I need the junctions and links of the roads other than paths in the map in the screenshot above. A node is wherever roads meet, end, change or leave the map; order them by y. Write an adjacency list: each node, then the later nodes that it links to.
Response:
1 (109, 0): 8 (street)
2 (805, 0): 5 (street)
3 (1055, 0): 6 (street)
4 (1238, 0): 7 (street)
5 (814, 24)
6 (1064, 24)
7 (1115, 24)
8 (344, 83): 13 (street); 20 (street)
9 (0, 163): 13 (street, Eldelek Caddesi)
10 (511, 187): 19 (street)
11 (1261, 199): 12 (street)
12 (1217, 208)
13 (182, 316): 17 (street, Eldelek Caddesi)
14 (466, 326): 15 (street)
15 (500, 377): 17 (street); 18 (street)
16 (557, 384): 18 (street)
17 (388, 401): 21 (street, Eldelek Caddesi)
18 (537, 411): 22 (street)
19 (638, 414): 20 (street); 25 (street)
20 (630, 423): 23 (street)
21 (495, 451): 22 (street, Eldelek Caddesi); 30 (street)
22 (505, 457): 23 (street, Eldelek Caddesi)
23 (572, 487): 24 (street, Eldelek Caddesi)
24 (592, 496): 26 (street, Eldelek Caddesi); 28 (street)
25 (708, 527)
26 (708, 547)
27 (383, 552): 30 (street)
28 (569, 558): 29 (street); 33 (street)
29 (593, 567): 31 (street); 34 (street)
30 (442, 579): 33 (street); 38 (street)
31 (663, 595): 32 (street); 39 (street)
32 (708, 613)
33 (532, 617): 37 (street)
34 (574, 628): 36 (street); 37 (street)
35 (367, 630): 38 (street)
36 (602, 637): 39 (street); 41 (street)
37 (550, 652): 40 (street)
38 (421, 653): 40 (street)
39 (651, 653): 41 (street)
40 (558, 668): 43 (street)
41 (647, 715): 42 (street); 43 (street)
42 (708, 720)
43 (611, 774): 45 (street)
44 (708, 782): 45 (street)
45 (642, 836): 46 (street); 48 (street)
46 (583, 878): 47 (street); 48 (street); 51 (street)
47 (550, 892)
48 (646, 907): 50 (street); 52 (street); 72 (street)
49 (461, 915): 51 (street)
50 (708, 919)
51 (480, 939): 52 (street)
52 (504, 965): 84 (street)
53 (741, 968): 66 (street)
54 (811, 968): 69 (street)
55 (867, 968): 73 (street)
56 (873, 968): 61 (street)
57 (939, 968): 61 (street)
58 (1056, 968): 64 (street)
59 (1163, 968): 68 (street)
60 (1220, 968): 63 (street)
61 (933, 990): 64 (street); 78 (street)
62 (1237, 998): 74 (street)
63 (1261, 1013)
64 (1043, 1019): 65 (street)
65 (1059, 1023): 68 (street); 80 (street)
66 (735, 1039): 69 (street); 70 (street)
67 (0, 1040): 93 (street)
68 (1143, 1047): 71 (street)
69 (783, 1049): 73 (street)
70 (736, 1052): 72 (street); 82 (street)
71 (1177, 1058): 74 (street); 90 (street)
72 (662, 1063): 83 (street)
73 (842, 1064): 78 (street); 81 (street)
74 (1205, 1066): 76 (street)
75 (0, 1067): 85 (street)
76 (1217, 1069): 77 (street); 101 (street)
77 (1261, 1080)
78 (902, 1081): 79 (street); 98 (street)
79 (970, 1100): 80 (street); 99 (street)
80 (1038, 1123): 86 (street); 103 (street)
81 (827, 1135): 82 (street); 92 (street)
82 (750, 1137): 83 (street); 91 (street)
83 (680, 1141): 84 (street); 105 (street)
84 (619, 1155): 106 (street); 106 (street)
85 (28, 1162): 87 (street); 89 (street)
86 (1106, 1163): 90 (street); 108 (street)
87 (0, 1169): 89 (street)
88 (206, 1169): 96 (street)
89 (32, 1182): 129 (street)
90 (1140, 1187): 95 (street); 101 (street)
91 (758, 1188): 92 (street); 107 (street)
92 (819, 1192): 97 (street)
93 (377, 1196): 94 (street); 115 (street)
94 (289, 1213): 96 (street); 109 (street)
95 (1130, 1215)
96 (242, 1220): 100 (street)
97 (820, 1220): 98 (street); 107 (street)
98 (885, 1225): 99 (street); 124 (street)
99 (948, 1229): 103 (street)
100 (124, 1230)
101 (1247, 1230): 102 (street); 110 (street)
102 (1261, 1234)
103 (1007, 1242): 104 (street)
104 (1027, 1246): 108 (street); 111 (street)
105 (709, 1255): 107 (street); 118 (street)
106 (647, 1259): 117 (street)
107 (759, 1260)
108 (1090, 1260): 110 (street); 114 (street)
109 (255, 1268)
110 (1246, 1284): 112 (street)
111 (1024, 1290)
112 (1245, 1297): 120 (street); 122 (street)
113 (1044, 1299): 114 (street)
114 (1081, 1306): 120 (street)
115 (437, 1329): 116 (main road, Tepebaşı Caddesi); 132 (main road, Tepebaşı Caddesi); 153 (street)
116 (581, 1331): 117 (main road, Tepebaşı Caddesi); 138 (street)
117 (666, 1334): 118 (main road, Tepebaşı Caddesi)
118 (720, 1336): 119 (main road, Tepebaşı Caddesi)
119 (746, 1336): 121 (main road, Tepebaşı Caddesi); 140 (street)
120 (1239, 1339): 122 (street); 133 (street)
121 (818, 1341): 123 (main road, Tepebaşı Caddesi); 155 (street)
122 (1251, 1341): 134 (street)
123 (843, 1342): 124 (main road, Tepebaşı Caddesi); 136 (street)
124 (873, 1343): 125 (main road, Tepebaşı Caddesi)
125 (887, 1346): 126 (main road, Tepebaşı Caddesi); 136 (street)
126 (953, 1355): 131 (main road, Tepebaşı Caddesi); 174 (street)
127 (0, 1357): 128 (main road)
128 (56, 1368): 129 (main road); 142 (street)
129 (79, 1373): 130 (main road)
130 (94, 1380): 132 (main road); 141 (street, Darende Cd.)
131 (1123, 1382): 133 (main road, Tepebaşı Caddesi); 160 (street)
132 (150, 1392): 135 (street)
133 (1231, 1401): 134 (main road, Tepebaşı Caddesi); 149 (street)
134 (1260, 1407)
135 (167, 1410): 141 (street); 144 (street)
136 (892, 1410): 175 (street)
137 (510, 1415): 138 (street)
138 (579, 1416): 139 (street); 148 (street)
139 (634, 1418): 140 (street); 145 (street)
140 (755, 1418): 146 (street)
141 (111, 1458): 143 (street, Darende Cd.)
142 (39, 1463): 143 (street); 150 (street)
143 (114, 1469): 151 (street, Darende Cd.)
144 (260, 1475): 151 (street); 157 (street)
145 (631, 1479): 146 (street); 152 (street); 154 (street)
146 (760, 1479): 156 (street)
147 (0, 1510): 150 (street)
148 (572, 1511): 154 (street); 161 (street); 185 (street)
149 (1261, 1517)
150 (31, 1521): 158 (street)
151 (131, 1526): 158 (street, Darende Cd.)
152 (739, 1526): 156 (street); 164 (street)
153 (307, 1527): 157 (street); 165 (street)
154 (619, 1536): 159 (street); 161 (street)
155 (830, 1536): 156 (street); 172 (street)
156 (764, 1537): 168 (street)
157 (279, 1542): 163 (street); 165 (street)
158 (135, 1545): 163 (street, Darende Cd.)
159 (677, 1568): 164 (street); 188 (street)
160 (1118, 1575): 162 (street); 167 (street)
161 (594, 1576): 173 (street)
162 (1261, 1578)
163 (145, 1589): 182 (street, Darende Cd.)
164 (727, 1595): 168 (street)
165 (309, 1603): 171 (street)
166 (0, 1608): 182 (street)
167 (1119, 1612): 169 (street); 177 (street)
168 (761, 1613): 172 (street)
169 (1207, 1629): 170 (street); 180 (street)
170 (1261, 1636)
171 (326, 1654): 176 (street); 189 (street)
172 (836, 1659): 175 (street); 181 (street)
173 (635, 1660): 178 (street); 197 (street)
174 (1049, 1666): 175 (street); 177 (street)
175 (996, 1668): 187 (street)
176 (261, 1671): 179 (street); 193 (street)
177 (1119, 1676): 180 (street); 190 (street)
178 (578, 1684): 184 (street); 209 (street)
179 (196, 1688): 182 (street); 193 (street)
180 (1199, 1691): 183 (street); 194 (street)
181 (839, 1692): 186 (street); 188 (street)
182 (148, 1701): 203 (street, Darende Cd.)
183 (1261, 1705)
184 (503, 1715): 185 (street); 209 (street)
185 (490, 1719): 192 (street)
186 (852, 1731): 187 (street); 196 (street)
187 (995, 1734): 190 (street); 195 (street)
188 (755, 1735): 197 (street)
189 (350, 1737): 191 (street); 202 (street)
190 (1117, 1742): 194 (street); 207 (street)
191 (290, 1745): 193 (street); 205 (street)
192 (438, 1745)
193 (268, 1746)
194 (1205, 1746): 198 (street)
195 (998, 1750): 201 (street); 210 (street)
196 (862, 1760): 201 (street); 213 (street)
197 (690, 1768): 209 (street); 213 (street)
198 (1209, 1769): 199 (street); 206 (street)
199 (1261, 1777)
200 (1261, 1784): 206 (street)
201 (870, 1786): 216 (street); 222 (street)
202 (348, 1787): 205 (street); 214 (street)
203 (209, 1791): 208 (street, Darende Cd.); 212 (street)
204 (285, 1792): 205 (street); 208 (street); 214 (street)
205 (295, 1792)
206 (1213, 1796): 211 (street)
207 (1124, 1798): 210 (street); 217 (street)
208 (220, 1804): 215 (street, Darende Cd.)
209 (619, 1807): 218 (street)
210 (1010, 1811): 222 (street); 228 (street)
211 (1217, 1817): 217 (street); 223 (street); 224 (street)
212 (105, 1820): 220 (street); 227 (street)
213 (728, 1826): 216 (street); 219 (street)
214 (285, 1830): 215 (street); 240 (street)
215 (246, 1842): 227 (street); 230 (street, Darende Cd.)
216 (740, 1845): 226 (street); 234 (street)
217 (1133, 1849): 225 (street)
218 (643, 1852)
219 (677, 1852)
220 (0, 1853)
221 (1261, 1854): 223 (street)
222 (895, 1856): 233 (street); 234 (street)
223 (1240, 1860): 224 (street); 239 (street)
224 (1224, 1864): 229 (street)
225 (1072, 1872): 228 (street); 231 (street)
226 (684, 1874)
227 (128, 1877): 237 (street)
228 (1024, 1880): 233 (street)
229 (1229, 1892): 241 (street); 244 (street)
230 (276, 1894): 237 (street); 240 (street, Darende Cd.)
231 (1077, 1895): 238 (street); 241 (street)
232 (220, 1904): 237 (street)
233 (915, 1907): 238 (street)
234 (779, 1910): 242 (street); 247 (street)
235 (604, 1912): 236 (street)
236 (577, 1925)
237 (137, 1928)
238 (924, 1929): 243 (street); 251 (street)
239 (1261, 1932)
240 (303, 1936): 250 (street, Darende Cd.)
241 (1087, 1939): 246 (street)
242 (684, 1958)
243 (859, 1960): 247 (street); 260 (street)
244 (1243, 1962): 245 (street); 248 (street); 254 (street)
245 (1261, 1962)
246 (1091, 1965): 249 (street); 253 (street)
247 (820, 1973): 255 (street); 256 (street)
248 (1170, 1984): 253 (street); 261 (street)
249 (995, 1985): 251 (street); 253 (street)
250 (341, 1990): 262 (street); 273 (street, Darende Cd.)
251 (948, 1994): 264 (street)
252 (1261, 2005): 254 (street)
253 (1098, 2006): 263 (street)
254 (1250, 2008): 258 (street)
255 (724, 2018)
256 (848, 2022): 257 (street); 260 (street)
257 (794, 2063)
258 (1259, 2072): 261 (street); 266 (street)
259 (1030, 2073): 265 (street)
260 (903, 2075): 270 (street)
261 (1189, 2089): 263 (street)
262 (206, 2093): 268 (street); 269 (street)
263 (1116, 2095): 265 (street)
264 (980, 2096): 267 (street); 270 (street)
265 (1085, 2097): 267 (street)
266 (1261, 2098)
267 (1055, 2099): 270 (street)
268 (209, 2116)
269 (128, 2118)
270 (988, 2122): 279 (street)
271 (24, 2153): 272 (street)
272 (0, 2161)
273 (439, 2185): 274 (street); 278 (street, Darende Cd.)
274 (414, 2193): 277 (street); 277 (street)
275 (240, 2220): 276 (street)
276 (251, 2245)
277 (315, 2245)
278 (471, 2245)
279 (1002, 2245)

◆ WHAT IS REQUIRED:
Where a line of the data above includes "Eldelek", copy that line.

◆ THE ANSWER:
9 (0, 163): 13 (street, Eldelek Caddesi)
13 (182, 316): 17 (street, Eldelek Caddesi)
17 (388, 401): 21 (street, Eldelek Caddesi)
21 (495, 451): 22 (street, Eldelek Caddesi); 30 (street)
22 (505, 457): 23 (street, Eldelek Caddesi)
23 (572, 487): 24 (street, Eldelek Caddesi)
24 (592, 496): 26 (street, Eldelek Caddesi); 28 (street)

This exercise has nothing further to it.